● **DESCRIPTION OF THE TASK**: You are asked to filter the data below and copy every line holding "highway".

[[ RECORDS TO USE, beginning ]]

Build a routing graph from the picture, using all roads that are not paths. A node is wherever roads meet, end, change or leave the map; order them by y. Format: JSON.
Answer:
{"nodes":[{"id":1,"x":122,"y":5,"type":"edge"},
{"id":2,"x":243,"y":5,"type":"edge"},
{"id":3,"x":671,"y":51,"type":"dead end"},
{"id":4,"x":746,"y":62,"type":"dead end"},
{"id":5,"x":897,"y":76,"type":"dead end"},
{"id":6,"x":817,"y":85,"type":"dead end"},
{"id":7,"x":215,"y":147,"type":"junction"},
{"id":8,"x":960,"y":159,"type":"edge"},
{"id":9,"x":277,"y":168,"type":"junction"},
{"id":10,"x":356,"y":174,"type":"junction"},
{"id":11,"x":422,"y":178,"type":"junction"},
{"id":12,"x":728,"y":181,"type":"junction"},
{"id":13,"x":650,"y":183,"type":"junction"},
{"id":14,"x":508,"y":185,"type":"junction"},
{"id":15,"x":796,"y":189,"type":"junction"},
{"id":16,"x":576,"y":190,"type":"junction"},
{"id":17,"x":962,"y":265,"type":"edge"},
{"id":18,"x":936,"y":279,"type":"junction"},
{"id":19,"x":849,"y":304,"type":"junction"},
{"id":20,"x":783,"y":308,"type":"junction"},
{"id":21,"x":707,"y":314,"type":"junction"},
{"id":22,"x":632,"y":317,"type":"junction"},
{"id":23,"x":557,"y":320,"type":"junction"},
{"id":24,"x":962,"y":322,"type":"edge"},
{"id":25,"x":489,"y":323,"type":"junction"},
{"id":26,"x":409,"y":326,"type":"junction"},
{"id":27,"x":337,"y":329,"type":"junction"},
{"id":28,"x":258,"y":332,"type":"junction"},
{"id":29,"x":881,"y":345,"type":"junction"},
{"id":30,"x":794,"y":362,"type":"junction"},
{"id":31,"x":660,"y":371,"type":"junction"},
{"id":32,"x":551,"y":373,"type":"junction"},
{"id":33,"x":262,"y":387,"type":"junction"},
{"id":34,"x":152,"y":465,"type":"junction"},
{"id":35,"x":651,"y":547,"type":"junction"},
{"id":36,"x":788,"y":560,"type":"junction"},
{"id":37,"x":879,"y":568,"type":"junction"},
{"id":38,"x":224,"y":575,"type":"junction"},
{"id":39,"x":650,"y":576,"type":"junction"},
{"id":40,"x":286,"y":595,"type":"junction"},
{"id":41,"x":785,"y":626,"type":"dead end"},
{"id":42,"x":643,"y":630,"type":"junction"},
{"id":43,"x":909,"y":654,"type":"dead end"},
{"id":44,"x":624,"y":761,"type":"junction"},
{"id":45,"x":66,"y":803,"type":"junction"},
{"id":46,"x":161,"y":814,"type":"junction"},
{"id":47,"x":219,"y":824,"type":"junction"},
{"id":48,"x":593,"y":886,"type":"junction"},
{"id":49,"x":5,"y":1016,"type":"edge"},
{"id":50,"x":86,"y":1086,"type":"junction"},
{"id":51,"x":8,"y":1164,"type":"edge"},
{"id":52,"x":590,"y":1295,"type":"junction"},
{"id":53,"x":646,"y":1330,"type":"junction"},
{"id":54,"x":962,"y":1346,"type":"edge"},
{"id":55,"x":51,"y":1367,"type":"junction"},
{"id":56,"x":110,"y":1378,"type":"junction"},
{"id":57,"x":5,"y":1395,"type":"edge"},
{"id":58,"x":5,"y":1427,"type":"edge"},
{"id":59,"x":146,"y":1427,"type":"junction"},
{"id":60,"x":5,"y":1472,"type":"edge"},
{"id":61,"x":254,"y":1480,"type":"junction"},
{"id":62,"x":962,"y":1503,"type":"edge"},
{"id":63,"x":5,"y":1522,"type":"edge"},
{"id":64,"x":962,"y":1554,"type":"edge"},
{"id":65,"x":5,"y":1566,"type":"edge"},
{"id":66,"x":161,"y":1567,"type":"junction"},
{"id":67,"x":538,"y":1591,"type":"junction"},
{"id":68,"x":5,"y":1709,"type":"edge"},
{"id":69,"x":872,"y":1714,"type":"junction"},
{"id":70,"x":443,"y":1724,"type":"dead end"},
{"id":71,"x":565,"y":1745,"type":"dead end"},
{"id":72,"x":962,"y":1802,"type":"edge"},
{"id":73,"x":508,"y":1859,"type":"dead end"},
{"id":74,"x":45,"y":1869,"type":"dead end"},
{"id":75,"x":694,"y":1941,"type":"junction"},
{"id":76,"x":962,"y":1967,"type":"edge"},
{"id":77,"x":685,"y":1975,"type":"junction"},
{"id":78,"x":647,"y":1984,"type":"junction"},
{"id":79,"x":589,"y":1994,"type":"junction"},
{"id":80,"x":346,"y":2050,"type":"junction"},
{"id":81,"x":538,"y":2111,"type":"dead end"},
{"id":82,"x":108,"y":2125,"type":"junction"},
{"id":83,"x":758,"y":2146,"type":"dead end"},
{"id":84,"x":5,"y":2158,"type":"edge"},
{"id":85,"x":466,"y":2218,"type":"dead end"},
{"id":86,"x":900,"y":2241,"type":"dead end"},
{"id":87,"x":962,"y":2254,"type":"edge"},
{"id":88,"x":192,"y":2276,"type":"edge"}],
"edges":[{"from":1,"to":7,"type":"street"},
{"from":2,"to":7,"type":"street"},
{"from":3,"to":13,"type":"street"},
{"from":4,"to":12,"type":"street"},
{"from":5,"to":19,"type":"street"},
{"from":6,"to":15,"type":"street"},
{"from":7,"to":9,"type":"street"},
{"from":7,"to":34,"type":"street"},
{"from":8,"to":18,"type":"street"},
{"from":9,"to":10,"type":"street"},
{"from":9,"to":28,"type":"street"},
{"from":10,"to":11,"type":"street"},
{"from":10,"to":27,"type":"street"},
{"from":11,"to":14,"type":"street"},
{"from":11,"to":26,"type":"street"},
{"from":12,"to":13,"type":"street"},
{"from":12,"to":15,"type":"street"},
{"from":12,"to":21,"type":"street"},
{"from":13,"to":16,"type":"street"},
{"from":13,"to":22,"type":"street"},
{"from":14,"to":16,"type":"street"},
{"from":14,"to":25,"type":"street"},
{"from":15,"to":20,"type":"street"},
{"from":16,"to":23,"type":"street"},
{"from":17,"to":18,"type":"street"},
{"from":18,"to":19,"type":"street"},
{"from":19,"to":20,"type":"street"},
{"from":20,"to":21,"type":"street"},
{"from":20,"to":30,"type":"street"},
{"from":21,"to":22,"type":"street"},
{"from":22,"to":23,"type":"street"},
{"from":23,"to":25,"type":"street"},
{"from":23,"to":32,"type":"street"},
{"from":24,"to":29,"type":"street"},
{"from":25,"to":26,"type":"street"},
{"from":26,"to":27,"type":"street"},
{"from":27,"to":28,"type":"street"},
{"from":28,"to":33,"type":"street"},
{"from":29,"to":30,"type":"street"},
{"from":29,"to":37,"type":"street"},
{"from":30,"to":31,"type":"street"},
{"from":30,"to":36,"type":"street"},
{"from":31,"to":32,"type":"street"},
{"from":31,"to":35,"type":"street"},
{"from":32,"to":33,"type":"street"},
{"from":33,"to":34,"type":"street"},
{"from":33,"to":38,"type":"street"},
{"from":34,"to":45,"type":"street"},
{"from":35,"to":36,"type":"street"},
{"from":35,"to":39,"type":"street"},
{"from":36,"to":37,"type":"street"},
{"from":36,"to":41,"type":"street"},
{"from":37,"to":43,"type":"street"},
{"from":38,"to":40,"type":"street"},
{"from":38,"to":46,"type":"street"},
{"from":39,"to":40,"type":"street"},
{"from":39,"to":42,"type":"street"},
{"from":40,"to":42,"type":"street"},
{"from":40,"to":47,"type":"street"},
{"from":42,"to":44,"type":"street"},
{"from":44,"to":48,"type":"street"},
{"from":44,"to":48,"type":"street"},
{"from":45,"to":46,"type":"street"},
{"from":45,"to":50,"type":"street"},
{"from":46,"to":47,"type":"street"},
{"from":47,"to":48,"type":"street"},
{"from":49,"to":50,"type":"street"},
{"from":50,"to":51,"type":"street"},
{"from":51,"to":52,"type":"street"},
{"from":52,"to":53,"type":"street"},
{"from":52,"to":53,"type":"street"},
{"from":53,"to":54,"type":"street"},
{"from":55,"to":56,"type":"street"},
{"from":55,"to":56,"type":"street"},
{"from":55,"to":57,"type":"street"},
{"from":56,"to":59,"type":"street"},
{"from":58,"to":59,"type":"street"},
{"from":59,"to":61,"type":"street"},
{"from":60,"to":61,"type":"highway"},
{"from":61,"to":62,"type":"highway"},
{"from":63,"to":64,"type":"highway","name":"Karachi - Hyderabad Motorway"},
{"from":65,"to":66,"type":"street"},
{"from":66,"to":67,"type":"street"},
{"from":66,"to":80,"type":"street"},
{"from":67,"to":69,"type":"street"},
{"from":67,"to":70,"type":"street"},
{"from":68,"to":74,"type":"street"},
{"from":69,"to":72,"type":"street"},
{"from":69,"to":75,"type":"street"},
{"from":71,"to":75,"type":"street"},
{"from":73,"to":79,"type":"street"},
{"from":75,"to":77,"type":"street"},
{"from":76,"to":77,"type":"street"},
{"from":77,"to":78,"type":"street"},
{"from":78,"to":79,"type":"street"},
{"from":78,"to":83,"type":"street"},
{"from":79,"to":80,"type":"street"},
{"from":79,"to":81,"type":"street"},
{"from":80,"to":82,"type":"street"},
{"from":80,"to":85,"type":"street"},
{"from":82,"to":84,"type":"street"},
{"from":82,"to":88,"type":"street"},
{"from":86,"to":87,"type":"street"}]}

[[ RECORDS TO USE, end ]]

● **WRITTEN RESPONSE**:
{"from":60,"to":61,"type":"highway"},
{"from":61,"to":62,"type":"highway"},
{"from":63,"to":64,"type":"highway","name":"Karachi - Hyderabad Motorway"},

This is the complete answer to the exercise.